Skeletal landmark data:
>>>

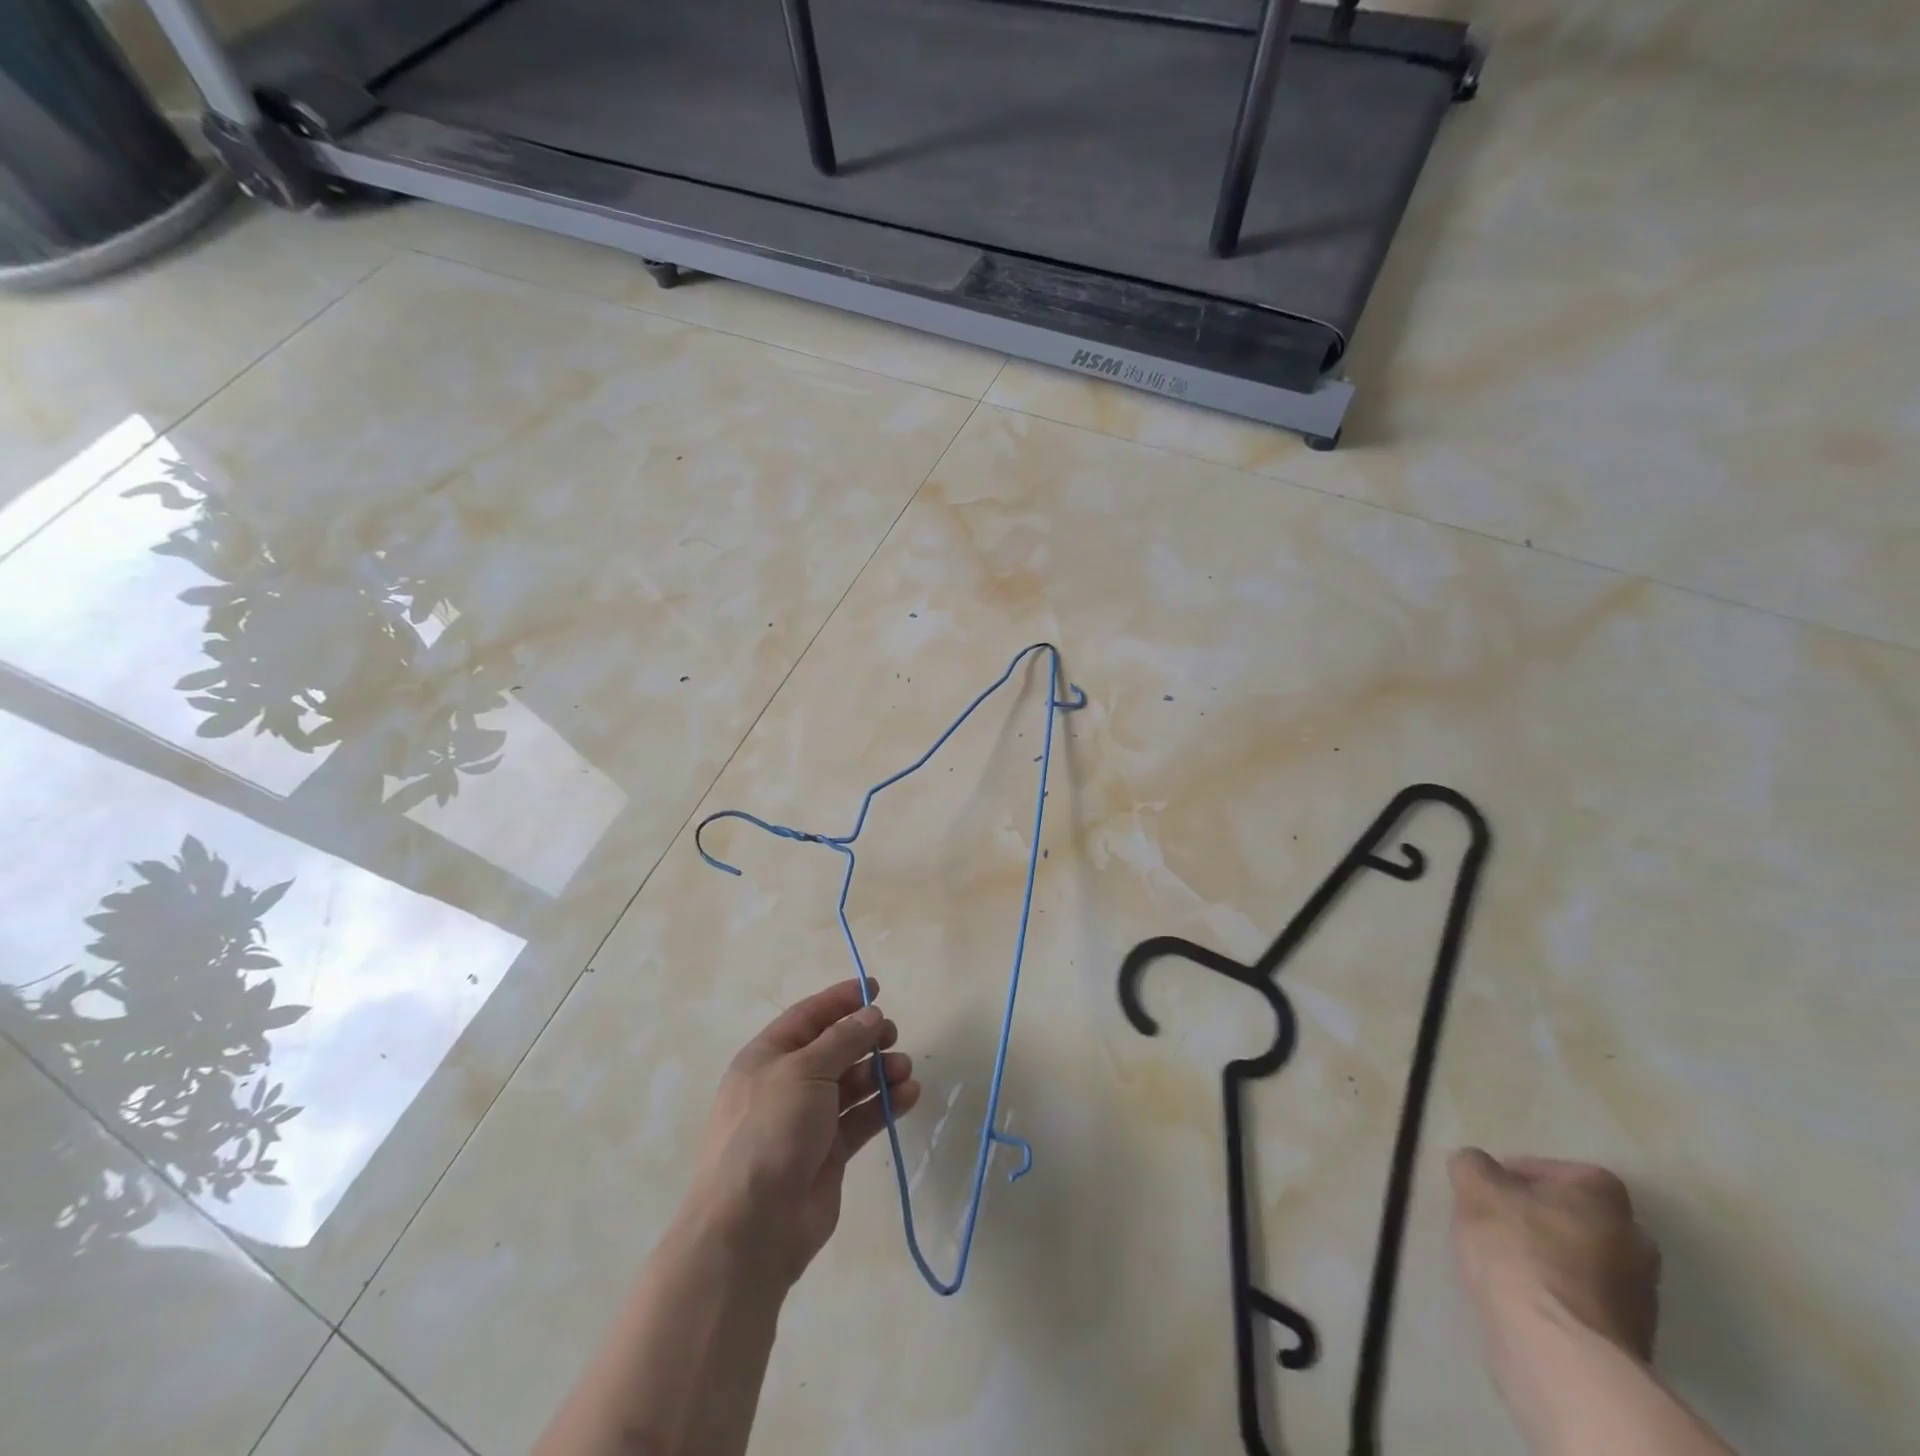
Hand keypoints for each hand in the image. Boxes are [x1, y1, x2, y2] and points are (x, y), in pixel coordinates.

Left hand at [683, 977, 921, 1288]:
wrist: (752, 1226)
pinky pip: (861, 1118)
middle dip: (864, 1037)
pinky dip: (884, 1104)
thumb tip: (871, 1014)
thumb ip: (843, 1039)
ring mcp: (808, 1120)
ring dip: (879, 1072)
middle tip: (892, 1034)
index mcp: (767, 1057)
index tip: (875, 988)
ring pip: (851, 1084)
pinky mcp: (829, 1152)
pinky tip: (909, 1094)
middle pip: (833, 1049)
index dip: (840, 1000)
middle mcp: (787, 1084)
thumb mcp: (805, 1071)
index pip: (808, 1017)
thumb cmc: (770, 1130)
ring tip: (904, 1068)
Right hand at [1449, 1150, 1660, 1363]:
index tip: (1495, 1185)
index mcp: (1606, 1200)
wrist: (1560, 1349)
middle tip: (1500, 1220)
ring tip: (1505, 1262)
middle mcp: (1636, 1242)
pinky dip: (1559, 1294)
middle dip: (1544, 1217)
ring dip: (1553, 1257)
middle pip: (1584, 1218)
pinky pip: (1587, 1300)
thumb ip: (1473, 1165)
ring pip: (1588, 1261)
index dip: (1529, 1173)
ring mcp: (1640, 1298)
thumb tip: (1478, 1165)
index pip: (1571, 1172)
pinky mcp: (1630, 1340)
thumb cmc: (1519, 1250)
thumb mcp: (1474, 1187)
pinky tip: (1524, 1298)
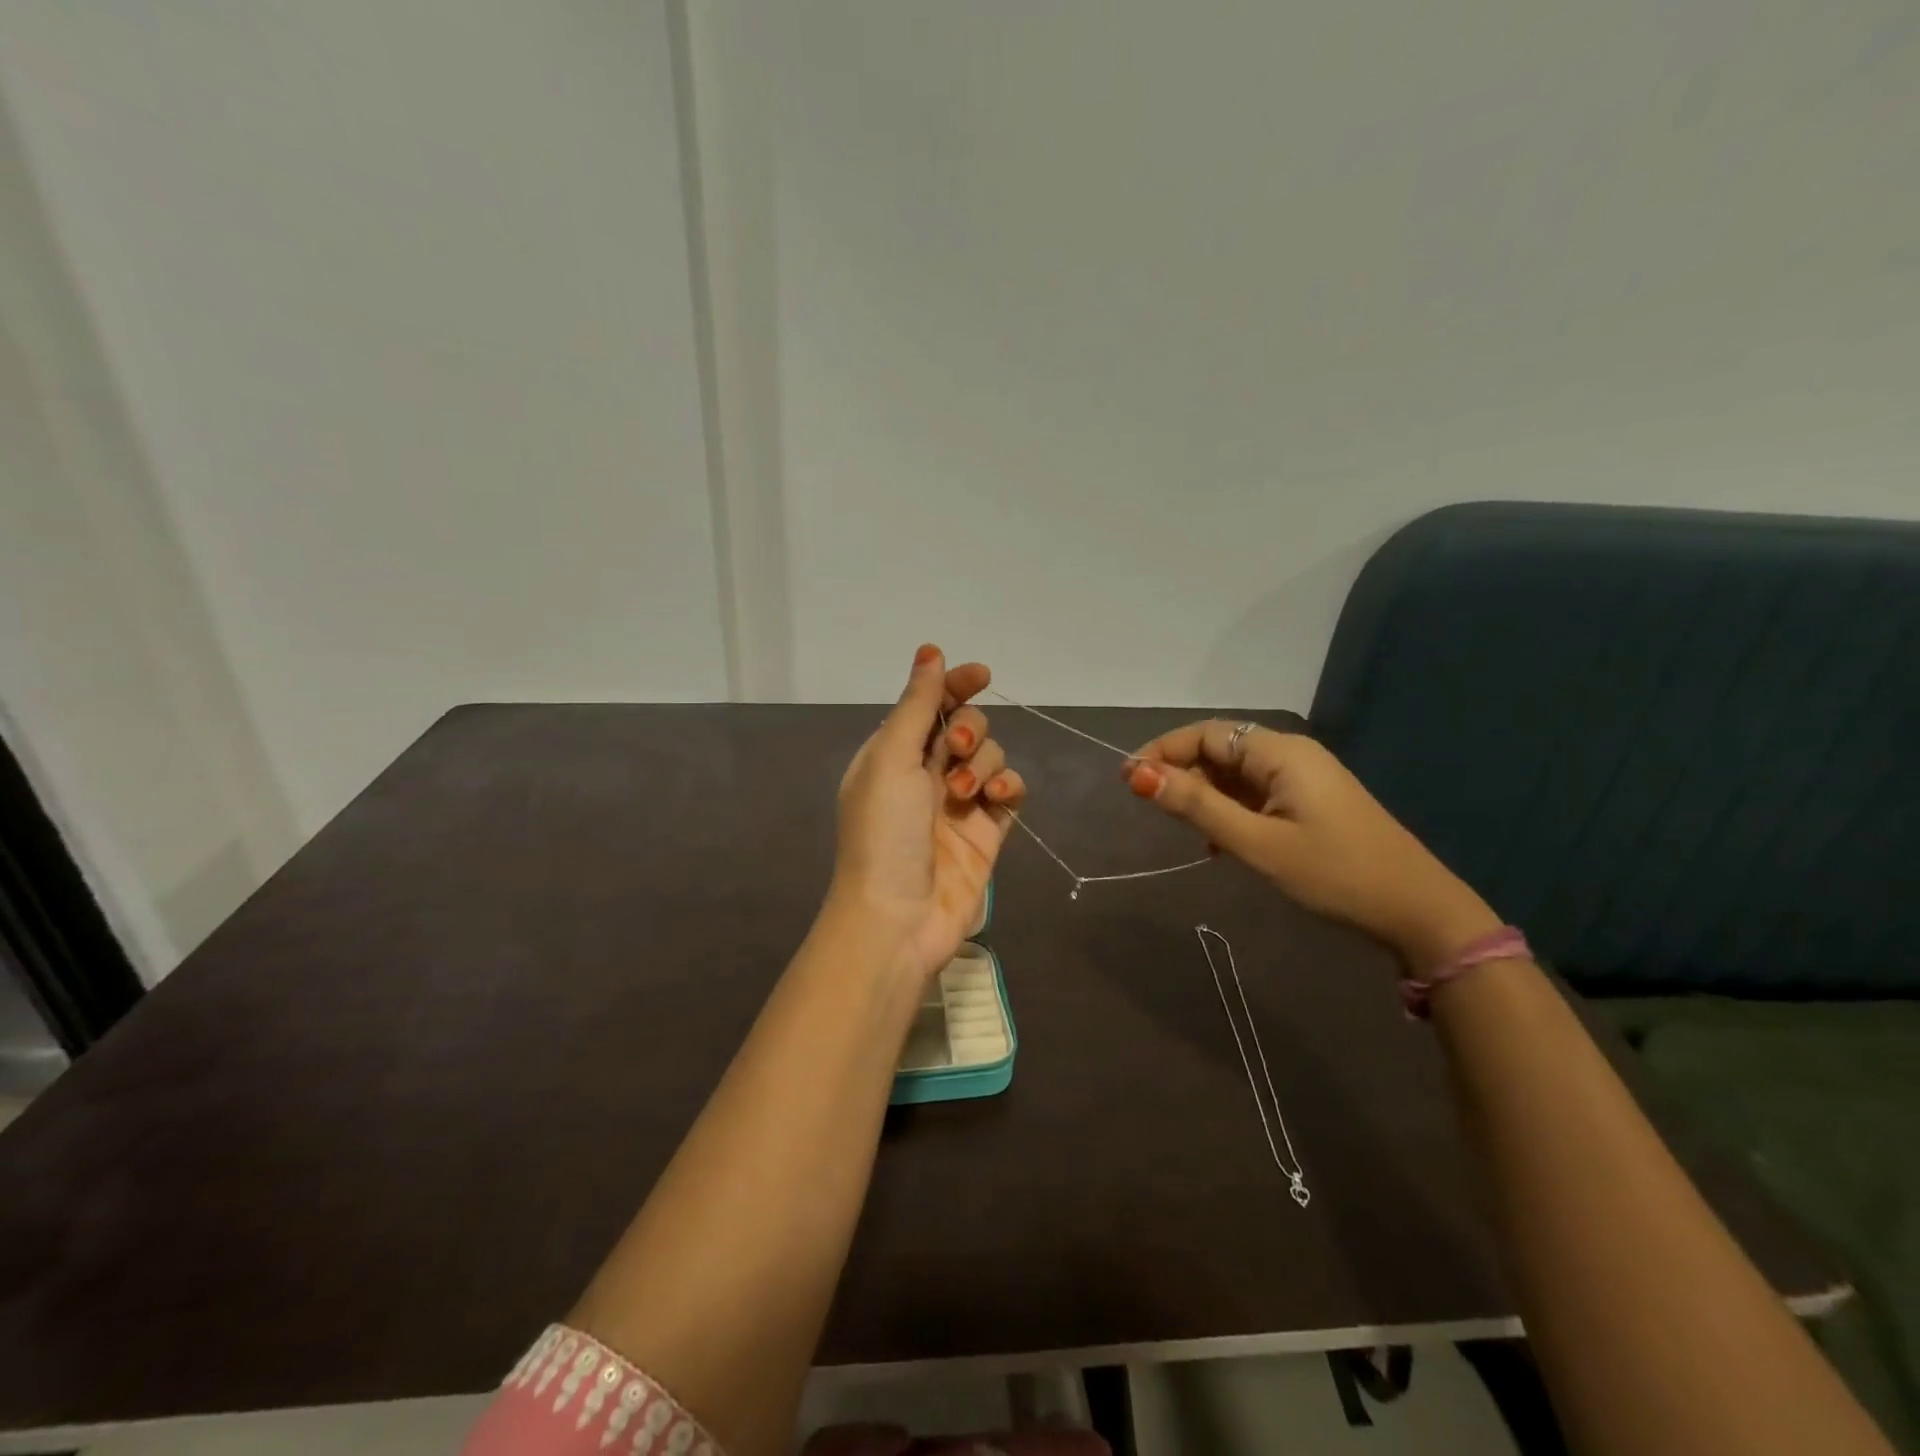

<<<

### Task item
Leave the images aside and transcribe all entries exactly.

### Result below
Hand keypoints for each hand in the image. Boxes are [x1, y1, x2, y2] and points are (x, y), in pixel coordinates.

Left hand at [683, 977, 921, 1288]:
wrist: (752, 1226)
pinky pip: (861, 1118)
middle dip: (864, 1037)
pinky dip: (884, 1104)
thumb tip: (871, 1014)
thumb ip: (843, 1039)
ring mcp: (808, 1120)
ring dip: (879, 1072)
middle tip: (892, 1034)
index mcp: (767, 1057)
index tip: (875, 988)
ring pip: (851, 1084)
pinky mcp: (829, 1152)
pinky tip: (909, 1094)
middle pip: (833, 1049)
index dip: (840, 1000)
middle mcp: (787, 1084)
thumb mcp: (805, 1071)
index pip: (808, 1017)
thumb cmc: (770, 1130)
ring tip: (904, 1068)
Right hand at [1449, 1150, 1660, 1363]:
index tip: (1495, 1185)
index mcp: (1606, 1200)
wrist: (1560, 1349)
middle tip: (1500, 1220)
ring tip: (1505, 1262)
middle mcp: (1636, 1242)
pinky dip: (1559, 1294)
middle dip: (1544, 1217)
ring dip: (1553, 1257)
middle pip: (1584, 1218)
pinky pip: (1587, 1300)
thumb ip: (1473, 1165)
ring pip: (1588, 1261)
index dip: (1529, 1173)
ring mcp: (1640, 1298)
thumb tip: (1478, 1165)
index pip: (1571, 1172)
pinky mcp: (1630, 1340)
thumb cmc: (1519, 1250)
thumb mcp: (1474, 1187)
pinky tip: (1524, 1298)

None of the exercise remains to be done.